第一个线性层将输入向量映射到中间向量,并对该向量应用非线性。
第二线性层将中间向量映射到预测向量。
#两层MLP模型
class SurnameClassifier(nn.Module):
""" A 2-layer Multilayer Perceptron for classifying surnames """
def __init__(self, input_dim, hidden_dim, output_dim):
"""
Args:
input_dim (int): the size of the input vectors
hidden_dim (int): the output size of the first Linear layer
output_dim (int): the output size of the second Linear layer
"""
super(SurnameClassifier, self).__init__()
self.fc1 = nn.Linear(input_dim, hidden_dim) #第一个全连接层
self.fc2 = nn.Linear(hidden_dim, output_dim) #第二个全连接层
#前向传播
def forward(self, x_in, apply_softmax=False):
"""The forward pass of the classifier
Args:
x_in (torch.Tensor): an input data tensor.
x_in.shape should be (batch, input_dim)
apply_softmax (bool): a flag for the softmax activation
should be false if used with the Cross Entropy losses
Returns:
the resulting tensor. tensor.shape should be (batch, output_dim)
"""
intermediate_vector = F.relu(self.fc1(x_in))
prediction_vector = self.fc2(intermediate_vector)
#是否使用softmax激活函数
if apply_softmax:
prediction_vector = F.softmax(prediction_vector, dim=1)
return prediction_vector
3.4 Training Routine
模型训练的核心步骤与2.4节的简单示例相同,只是面向不同的任务的数据准备、训练准备等有不同。
3.4.1 Helper functions, settings and some prep work.
#初始化训练状态字典
def make_train_state(args):
return {'stop_early': False, #早停标志
'early_stopping_step': 0,
'early_stopping_best_val': 1e8,
'learning_rate': args.learning_rate,
'epoch_index': 0,
'train_loss': [],
'train_acc': [],
'val_loss': [],
'val_acc': [],
'test_loss': -1,
'test_acc': -1,
'model_filename': args.model_state_file}
#在训练过程中更新训练状态
def update_train_state(args, model, train_state):
"""Handle the training state updates.
Components:
- Early Stopping: Prevent overfitting.
- Model Checkpoint: Model is saved if the model is better
:param args: main arguments
:param model: model to train
:param train_state: a dictionary representing the training state values
:returns:
a new train_state
"""
# Save one model at least
if train_state['epoch_index'] == 0:
torch.save(model.state_dict(), train_state['model_filename'])

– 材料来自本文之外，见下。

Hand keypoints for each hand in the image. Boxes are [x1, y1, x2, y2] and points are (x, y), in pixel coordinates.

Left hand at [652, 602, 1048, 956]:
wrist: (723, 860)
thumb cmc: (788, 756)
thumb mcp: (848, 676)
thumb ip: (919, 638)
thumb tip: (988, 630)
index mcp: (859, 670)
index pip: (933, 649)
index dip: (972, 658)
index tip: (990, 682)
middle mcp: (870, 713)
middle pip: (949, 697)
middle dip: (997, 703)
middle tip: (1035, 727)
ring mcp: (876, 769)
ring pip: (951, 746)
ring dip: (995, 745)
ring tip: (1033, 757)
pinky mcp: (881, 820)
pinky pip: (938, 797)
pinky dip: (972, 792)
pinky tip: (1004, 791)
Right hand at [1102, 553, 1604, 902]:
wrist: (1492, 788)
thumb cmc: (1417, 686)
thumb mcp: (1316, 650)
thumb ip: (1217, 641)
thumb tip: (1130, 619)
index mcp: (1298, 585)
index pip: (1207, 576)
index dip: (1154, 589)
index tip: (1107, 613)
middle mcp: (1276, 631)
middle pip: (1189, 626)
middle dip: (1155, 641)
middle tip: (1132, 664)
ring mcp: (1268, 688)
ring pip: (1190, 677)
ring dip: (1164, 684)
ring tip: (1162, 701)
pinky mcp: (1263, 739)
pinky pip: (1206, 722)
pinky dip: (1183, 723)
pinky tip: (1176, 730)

train_state['stop_early'] = False
# Save model if performance improved
# 如果性能提高,则保存模型
elif train_state['epoch_index'] >= 1:
loss_tm1, loss_t = train_state['val_loss'][-2:]
# If loss worsened
#如果损失变大
if loss_t >= train_state['early_stopping_best_val']:
# Update step
train_state['early_stopping_step'] += 1
# Loss decreased
#如果损失减小
else:
# Save the best model
if loss_t < train_state['early_stopping_best_val']:
torch.save(model.state_dict(), train_state['model_filename'])

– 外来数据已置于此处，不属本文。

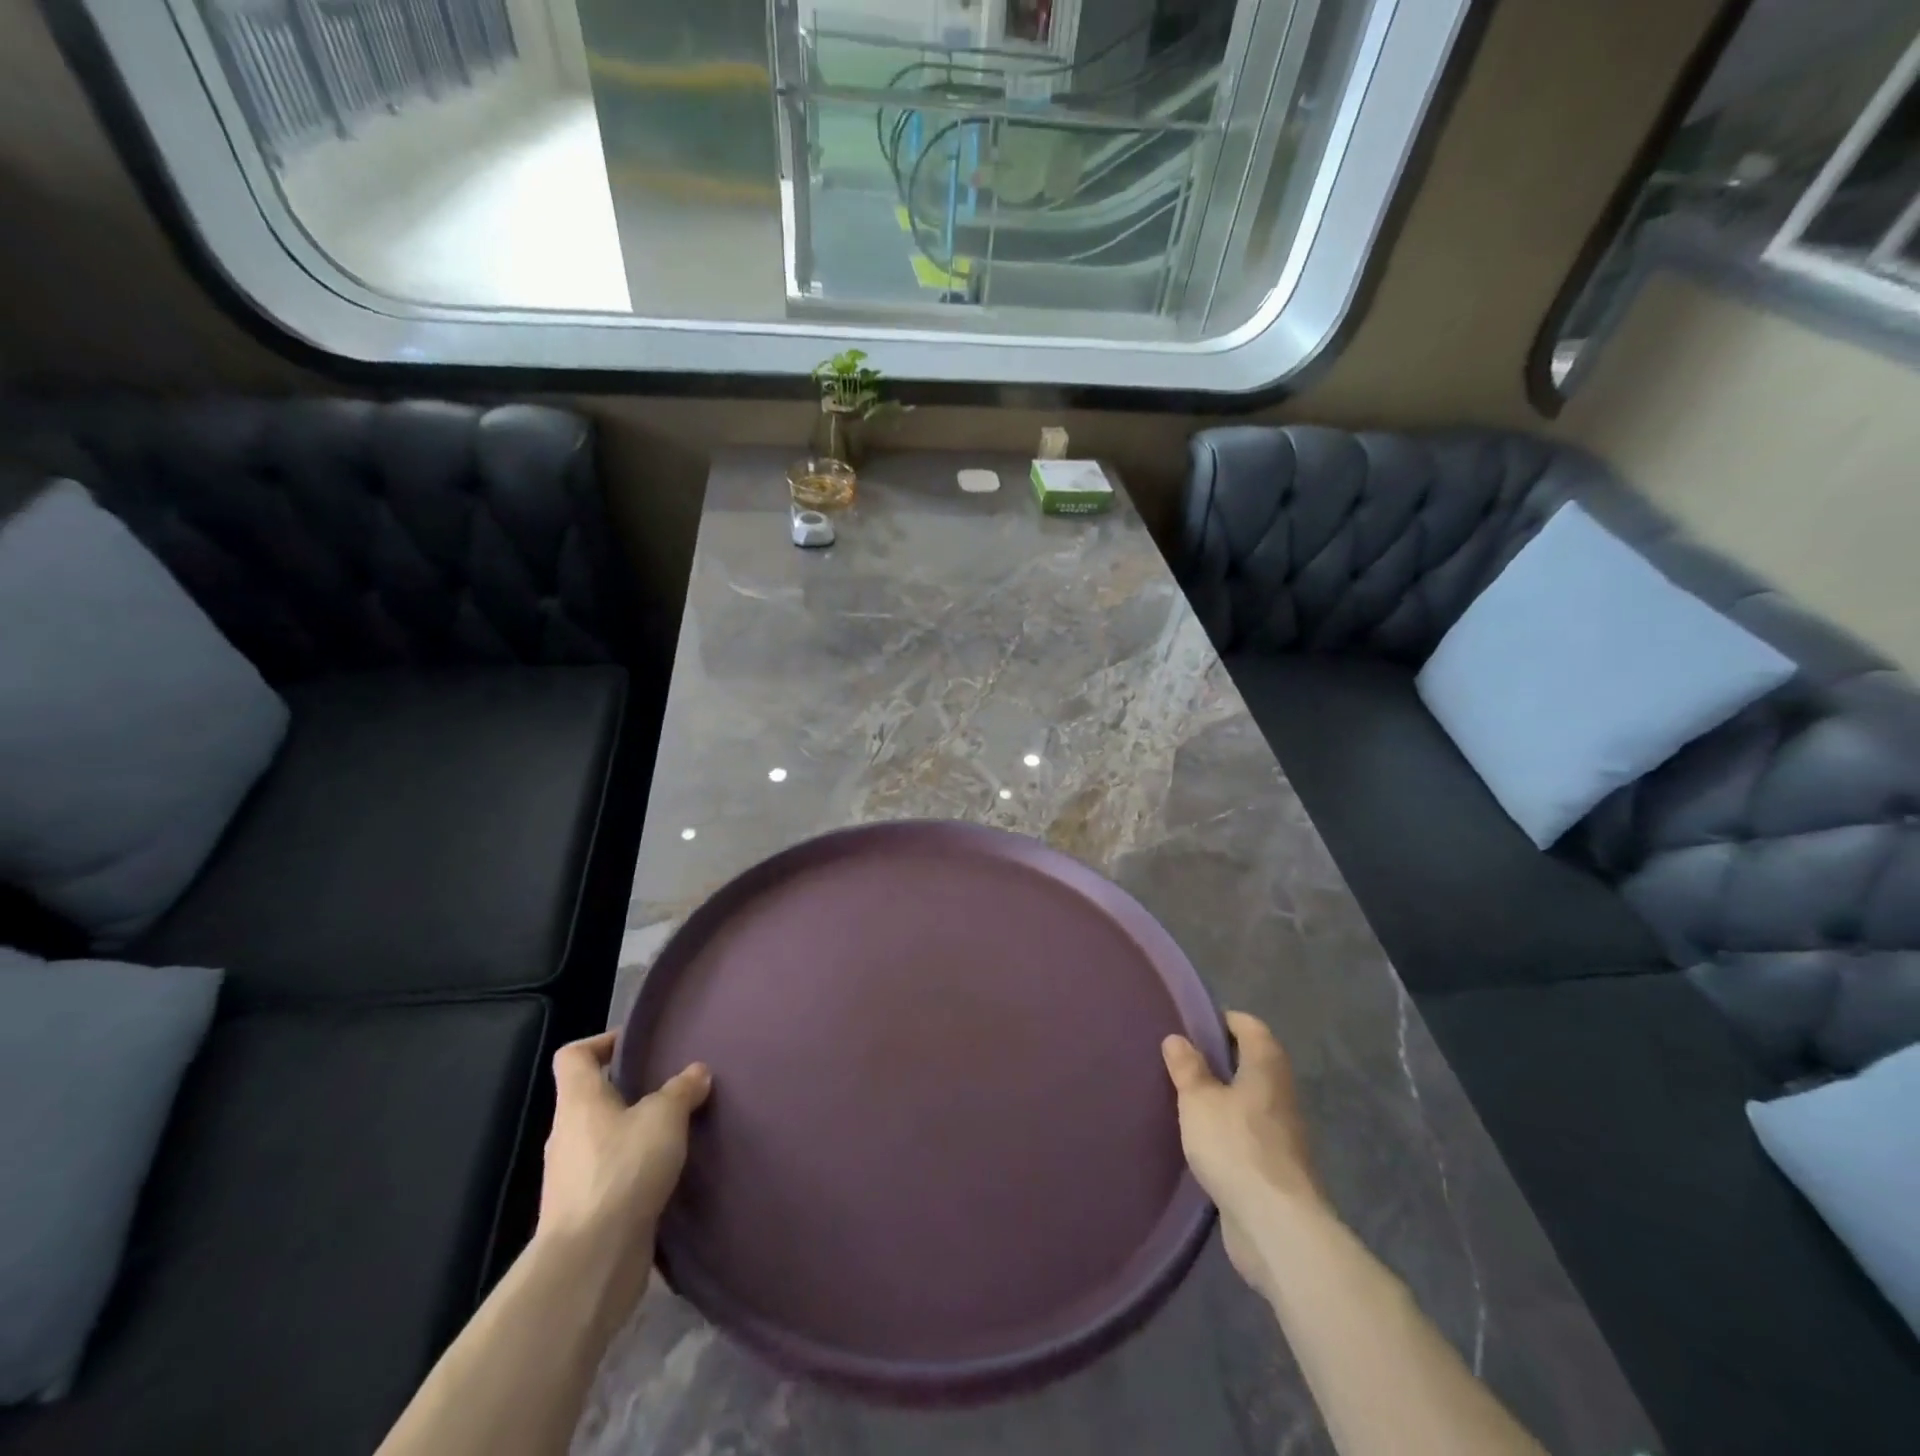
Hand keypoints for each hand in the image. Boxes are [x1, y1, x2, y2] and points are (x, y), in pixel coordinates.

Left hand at [539, 1032, 710, 1269]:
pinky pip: (614, 1177)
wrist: (591, 1262)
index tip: (637, 1046)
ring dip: (637, 1135)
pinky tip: (670, 1175)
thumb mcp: (664, 1117)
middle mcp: (568, 1135)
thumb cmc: (622, 1170)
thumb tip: (696, 1072)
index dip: (601, 1043)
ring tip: (678, 1132)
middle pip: (592, 1099)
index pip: (573, 1056)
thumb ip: (682, 1090)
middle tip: (672, 1089)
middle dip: (630, 1092)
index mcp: (578, 1102)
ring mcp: (574, 1178)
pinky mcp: (588, 1213)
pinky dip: (638, 1172)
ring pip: (606, 1140)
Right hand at [1162, 1011, 1322, 1302]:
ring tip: (1188, 1098)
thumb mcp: (1198, 1100)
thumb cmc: (1235, 1146)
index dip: (1223, 1021)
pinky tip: (1203, 1140)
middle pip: (1253, 1062)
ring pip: (1251, 1099)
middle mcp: (1281, 1093)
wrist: (1276, 1226)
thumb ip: (1188, 1068)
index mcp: (1266, 1066)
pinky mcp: (1278, 1167)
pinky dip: (1230, 1129)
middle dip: (1222, 1060)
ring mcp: (1284, 1132)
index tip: (1193, 1026)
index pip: (1250, 1026)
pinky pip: (1250, 1133)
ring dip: (1225, 1097)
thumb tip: (1178, 1038)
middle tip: (1183, 1061)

# Reset early stopping step
train_state['early_stopping_step'] = 0
# Stop early ?
#判断是否提前停止训练
train_state['stop_early'] = \
train_state['early_stopping_step'] >= args.early_stopping_criteria
return train_state
#计算准确率
def compute_accuracy(y_pred, y_target):
_, y_pred_indices = y_pred.max(dim=1)
n_correct = torch.eq(y_pred_indices, y_target).sum().item()

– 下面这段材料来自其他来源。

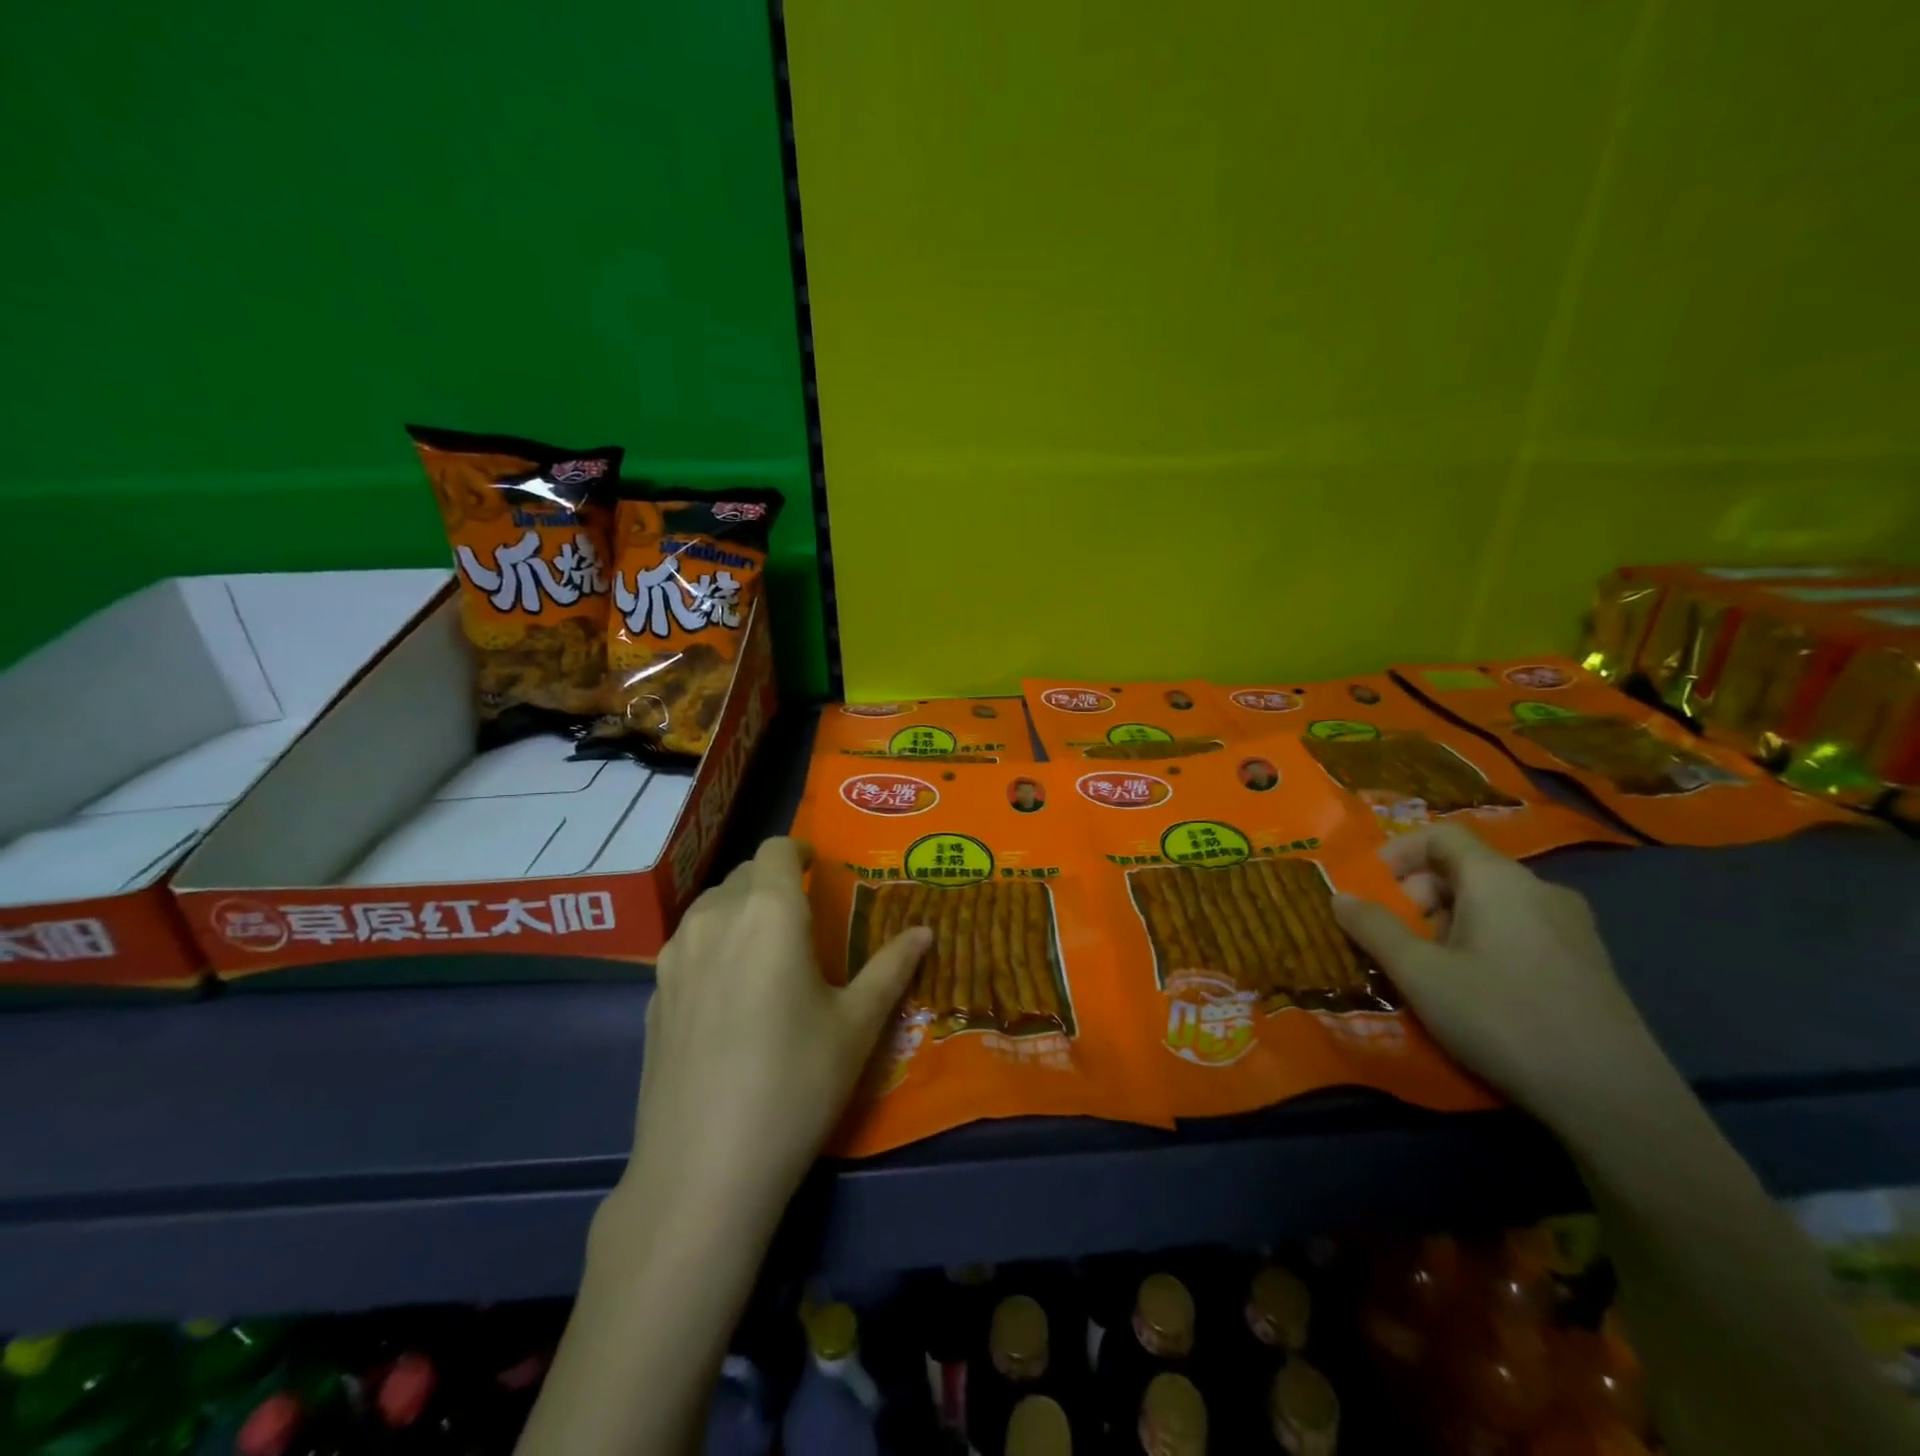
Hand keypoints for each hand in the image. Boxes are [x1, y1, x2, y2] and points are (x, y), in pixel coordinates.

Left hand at [610, 836, 931, 1235]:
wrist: (703, 1168)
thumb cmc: (795, 1082)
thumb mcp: (856, 1025)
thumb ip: (891, 967)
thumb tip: (925, 932)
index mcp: (767, 912)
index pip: (776, 849)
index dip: (798, 850)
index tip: (817, 869)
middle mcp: (714, 918)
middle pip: (743, 875)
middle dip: (774, 882)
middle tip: (804, 918)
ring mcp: (674, 957)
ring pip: (711, 907)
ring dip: (740, 910)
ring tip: (767, 952)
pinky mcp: (652, 995)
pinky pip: (688, 945)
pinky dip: (714, 945)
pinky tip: (730, 995)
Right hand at [1331, 824, 1665, 1123]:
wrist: (1615, 1098)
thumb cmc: (1502, 1018)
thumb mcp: (1419, 973)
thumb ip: (1374, 928)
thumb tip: (1340, 896)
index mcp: (1500, 880)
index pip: (1443, 836)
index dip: (1399, 853)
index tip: (1371, 888)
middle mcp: (1540, 890)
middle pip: (1465, 869)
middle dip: (1418, 895)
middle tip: (1394, 938)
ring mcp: (1572, 927)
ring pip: (1491, 903)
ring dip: (1447, 923)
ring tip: (1427, 969)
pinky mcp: (1587, 963)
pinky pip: (1519, 930)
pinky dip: (1482, 942)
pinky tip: (1473, 990)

return n_correct / len(y_pred_indices) * 100
#随机种子
def set_seed_everywhere(seed, cuda):
np.random.seed(seed)
torch.manual_seed(seed)
if cuda:
torch.cuda.manual_seed_all(seed)
#处理目录,确保目标目录存在
def handle_dirs(dirpath):
if not os.path.exists(dirpath):
os.makedirs(dirpath)
args = Namespace(
# Data and path information
#数据与路径信息
surname_csv="data/surnames/surnames_with_splits.csv",
vectorizer_file="vectorizer.json",
model_state_file="model.pth",
save_dir="model_storage/ch4/surname_mlp",
# Model hyper parameters
#模型超参数
hidden_dim=300,
# Training hyper parameters
#训练超参数
seed=1337,
num_epochs=100,
early_stopping_criteria=5,
learning_rate=0.001,
batch_size=64,
# Runtime options
cuda=False,
reload_from_files=False,
expand_filepaths_to_save_dir=True,
)
#如果需要将文件路径扩展到保存目录
if args.expand_filepaths_to_save_dir:
args.vectorizer_file = os.path.join(args.save_dir,
args.vectorizer_file)
args.model_state_file = os.path.join(args.save_dir,
args.model_state_file)
print("Expanded filepaths: ")
print("\t{}".format(args.vectorizer_file))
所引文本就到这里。